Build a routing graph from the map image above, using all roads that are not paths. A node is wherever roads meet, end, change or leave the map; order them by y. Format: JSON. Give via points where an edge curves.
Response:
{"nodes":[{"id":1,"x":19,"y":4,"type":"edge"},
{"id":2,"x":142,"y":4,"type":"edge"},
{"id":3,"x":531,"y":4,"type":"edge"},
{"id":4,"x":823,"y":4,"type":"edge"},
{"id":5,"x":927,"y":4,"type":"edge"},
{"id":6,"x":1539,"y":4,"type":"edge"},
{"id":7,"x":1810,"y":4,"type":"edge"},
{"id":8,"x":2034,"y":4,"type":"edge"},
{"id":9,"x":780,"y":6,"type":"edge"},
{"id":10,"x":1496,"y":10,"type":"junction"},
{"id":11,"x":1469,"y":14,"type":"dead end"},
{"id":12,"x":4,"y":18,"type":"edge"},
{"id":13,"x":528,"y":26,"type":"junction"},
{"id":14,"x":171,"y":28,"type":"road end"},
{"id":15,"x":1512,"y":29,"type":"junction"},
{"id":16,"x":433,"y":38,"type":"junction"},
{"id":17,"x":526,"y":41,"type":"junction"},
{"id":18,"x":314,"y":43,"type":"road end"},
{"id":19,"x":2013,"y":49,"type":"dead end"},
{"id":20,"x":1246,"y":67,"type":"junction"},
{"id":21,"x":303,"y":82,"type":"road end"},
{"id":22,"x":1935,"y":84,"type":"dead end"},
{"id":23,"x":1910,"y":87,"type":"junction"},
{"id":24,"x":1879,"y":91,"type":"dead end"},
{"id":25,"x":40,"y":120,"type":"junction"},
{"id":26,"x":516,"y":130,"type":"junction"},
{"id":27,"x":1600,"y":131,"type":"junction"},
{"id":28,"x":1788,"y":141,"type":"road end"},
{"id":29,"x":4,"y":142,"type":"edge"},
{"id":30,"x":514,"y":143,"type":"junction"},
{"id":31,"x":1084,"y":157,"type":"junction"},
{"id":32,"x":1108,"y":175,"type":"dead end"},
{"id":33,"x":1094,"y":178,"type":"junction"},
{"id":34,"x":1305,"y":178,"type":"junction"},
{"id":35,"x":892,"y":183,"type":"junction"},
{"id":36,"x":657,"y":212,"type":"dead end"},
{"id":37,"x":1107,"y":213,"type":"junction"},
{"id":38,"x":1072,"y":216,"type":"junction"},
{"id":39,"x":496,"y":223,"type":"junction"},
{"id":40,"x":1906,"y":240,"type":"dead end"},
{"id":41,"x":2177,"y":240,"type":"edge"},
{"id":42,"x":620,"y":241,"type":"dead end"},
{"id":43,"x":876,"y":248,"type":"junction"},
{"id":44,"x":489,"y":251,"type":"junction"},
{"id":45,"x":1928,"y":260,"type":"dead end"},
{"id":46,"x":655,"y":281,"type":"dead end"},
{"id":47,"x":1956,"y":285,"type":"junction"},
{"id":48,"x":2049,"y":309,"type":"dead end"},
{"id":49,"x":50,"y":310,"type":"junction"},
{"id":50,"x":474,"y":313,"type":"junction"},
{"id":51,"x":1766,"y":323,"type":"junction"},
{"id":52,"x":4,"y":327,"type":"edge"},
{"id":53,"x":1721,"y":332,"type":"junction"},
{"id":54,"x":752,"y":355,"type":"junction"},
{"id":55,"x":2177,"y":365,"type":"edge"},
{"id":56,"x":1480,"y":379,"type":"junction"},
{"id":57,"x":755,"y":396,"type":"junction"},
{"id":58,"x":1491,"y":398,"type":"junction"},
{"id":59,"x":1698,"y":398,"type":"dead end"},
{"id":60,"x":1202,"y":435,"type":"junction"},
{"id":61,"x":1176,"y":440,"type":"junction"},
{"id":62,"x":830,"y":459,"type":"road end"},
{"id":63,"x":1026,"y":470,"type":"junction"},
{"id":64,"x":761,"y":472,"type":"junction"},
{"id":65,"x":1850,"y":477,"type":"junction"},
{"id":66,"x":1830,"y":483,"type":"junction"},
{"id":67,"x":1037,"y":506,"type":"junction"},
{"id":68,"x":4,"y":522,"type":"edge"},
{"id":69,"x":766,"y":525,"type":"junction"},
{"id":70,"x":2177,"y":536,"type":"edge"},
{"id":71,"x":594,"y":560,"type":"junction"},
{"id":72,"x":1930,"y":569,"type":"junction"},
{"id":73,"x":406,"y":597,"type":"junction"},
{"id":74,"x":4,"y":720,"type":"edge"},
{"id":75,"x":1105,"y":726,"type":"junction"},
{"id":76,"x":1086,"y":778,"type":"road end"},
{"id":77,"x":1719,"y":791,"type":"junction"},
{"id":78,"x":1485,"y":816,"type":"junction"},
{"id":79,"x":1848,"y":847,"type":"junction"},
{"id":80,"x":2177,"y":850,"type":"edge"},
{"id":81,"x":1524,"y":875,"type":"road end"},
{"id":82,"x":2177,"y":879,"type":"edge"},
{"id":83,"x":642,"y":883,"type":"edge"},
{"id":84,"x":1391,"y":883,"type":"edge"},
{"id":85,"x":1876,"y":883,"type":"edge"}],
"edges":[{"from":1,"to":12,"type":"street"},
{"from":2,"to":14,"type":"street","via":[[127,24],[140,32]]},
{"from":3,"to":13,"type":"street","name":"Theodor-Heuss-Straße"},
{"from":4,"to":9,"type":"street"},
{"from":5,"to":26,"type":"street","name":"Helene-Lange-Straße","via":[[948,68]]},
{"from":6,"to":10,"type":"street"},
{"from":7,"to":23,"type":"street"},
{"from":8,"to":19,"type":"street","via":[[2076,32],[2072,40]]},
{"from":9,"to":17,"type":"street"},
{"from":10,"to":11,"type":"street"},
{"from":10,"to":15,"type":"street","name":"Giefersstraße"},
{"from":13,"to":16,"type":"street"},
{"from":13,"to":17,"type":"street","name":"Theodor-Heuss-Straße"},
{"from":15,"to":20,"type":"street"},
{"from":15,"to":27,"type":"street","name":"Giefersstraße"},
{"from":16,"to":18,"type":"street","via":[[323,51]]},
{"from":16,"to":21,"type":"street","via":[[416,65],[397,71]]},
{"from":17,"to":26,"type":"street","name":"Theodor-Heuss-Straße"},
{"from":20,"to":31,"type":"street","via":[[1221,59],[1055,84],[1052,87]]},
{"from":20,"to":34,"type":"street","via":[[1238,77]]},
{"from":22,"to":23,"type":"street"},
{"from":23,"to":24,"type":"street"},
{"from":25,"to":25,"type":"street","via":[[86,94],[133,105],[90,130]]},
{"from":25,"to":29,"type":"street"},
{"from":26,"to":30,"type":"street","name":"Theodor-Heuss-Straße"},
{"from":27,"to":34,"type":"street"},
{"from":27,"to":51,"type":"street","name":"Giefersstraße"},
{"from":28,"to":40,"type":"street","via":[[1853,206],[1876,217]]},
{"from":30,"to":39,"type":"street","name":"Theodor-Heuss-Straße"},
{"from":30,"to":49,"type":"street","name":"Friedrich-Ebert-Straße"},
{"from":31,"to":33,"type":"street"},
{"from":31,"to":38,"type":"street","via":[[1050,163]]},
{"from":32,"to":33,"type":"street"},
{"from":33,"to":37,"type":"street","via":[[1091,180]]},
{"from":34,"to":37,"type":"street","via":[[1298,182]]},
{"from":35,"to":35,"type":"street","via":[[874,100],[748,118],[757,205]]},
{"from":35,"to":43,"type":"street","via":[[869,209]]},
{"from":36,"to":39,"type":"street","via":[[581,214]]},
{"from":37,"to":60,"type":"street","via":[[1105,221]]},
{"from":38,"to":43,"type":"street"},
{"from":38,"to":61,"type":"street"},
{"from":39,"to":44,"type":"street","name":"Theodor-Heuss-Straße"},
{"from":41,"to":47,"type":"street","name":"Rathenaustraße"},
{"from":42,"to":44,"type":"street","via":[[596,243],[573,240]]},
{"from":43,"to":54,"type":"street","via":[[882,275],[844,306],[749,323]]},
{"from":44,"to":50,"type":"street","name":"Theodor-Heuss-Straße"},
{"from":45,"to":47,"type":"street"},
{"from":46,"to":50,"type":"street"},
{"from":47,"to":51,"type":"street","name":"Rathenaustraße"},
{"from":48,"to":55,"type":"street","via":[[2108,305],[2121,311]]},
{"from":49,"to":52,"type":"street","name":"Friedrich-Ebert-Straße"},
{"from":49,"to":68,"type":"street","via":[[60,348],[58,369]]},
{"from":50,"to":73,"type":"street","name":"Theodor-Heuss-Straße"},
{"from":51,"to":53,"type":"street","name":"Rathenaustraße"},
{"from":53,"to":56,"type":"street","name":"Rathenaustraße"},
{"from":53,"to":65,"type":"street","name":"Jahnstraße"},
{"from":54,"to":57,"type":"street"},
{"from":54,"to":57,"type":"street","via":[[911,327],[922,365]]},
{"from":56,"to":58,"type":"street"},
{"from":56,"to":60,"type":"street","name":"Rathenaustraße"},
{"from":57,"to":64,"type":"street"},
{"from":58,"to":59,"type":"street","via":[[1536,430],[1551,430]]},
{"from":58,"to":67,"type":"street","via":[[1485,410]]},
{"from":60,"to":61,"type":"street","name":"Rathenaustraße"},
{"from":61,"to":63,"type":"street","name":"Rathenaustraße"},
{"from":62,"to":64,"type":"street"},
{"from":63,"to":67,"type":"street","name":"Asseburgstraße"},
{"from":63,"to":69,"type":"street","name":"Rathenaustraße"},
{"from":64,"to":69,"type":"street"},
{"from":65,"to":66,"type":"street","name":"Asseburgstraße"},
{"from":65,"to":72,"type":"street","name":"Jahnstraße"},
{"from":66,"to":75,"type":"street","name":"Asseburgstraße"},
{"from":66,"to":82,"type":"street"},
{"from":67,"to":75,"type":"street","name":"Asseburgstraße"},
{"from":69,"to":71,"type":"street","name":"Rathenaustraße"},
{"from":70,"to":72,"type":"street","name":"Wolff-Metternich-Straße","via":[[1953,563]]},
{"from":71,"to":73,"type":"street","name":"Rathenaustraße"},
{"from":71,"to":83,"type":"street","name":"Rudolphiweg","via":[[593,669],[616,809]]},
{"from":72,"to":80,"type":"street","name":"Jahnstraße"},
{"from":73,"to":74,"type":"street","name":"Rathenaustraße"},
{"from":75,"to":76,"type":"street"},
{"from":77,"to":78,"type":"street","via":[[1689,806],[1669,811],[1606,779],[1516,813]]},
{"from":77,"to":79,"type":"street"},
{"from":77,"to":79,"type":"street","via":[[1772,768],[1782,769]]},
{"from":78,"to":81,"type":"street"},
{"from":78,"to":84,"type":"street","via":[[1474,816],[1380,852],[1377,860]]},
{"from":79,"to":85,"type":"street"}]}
——
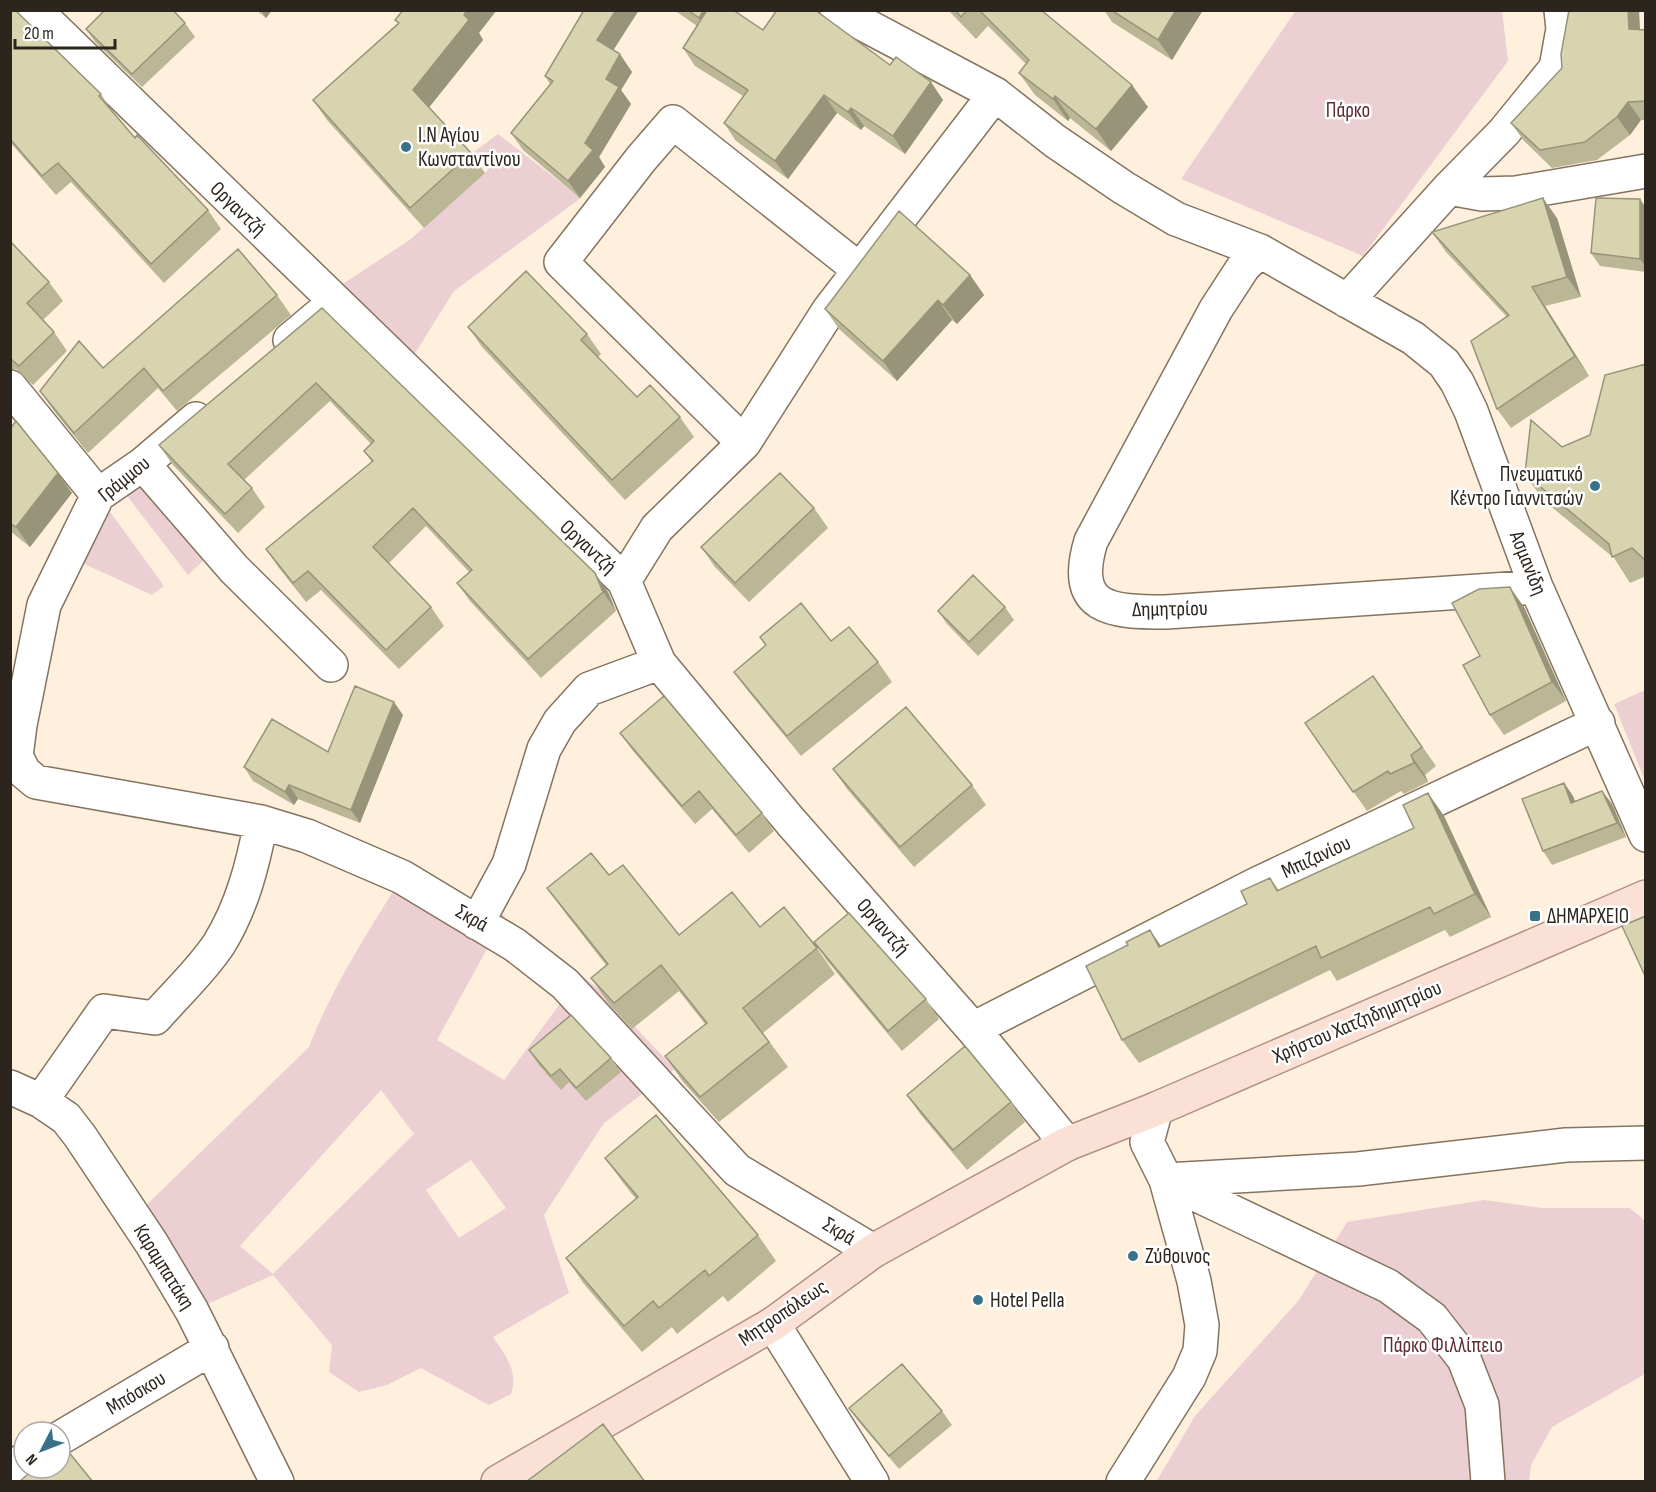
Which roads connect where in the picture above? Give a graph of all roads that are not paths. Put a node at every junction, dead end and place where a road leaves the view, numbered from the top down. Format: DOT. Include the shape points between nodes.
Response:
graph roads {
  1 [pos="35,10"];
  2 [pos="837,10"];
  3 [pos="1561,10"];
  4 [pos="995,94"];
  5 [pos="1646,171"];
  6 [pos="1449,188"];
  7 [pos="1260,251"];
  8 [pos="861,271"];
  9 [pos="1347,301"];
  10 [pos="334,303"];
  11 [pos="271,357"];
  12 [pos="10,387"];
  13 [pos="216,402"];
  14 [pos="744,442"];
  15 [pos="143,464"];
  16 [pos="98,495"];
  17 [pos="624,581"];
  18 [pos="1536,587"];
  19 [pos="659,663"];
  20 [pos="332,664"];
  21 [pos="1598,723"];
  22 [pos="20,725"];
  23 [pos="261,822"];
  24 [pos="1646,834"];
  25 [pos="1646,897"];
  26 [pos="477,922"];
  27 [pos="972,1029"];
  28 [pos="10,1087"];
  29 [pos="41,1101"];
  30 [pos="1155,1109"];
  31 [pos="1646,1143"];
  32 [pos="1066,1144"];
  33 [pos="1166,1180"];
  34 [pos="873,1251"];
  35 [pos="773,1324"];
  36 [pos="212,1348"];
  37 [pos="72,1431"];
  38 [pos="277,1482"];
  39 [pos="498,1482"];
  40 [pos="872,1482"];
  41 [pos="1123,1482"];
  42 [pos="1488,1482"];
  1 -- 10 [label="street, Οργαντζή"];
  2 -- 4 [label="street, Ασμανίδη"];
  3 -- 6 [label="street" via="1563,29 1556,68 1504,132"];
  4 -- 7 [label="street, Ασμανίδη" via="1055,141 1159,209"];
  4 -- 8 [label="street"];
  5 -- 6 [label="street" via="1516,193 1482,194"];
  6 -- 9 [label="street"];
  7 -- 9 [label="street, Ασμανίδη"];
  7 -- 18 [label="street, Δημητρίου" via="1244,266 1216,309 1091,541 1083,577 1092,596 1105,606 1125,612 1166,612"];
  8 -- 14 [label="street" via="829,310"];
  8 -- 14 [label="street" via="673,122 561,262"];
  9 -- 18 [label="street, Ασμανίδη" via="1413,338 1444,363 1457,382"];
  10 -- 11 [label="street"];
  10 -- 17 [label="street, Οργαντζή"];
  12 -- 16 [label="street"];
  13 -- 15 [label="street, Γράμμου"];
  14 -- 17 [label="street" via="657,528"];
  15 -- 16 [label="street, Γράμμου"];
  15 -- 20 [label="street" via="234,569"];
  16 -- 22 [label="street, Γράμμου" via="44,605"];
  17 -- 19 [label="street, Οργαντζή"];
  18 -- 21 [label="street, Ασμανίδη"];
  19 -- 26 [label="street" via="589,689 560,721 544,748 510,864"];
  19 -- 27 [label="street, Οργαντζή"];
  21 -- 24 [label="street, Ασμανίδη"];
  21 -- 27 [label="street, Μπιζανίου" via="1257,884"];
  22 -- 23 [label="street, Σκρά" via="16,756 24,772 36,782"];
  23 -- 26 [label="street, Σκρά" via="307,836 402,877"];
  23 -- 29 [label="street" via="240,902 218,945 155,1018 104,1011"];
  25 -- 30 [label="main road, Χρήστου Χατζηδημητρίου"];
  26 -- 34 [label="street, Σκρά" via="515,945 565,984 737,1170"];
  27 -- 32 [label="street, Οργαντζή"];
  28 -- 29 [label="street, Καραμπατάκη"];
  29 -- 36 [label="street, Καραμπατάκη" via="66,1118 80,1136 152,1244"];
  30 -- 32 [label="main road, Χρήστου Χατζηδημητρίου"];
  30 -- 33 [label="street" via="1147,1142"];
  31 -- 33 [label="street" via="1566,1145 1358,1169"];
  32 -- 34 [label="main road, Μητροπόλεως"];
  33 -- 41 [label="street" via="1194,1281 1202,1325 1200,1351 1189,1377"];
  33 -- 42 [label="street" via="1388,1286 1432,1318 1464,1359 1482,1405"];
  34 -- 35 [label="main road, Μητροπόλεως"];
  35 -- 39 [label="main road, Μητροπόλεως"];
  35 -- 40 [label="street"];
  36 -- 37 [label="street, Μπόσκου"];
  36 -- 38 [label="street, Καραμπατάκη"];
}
——
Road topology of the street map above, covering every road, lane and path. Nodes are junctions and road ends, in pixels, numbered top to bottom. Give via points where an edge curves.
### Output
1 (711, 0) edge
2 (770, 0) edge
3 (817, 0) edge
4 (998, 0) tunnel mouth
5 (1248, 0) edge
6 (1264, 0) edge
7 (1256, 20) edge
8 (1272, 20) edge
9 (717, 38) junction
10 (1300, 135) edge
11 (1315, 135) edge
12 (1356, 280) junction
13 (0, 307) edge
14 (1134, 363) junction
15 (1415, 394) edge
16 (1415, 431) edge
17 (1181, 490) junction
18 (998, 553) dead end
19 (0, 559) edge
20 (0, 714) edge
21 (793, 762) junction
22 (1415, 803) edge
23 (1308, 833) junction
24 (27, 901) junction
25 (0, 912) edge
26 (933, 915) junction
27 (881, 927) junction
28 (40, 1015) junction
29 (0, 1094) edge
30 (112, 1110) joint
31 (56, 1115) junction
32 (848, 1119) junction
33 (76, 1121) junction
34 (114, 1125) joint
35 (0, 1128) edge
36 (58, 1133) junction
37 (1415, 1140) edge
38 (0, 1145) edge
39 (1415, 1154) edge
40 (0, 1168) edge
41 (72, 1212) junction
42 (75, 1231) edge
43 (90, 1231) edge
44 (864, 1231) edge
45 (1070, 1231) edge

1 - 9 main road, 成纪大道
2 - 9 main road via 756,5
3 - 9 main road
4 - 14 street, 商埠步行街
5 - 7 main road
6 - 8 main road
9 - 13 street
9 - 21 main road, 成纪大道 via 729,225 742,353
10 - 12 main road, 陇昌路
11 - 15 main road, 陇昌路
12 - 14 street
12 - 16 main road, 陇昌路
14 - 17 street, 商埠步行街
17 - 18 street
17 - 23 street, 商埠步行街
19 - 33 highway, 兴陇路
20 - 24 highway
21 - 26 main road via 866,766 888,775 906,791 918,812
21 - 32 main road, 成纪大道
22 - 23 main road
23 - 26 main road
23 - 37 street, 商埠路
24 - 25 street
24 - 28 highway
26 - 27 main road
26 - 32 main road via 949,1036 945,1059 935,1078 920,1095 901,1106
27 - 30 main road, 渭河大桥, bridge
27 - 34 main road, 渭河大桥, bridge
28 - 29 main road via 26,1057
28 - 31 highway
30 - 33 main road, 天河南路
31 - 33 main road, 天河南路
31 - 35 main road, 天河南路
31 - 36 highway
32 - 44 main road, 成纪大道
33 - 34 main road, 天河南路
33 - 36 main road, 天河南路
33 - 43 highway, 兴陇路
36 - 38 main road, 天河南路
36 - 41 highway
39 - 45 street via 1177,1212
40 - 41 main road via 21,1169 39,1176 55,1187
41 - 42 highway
——
Would you please filter the lines above and copy every one that includes "highway"?

19 - 33 highway, 兴陇路
20 - 24 highway
24 - 28 highway
28 - 31 highway
31 - 36 highway
33 - 43 highway, 兴陇路
36 - 41 highway
41 - 42 highway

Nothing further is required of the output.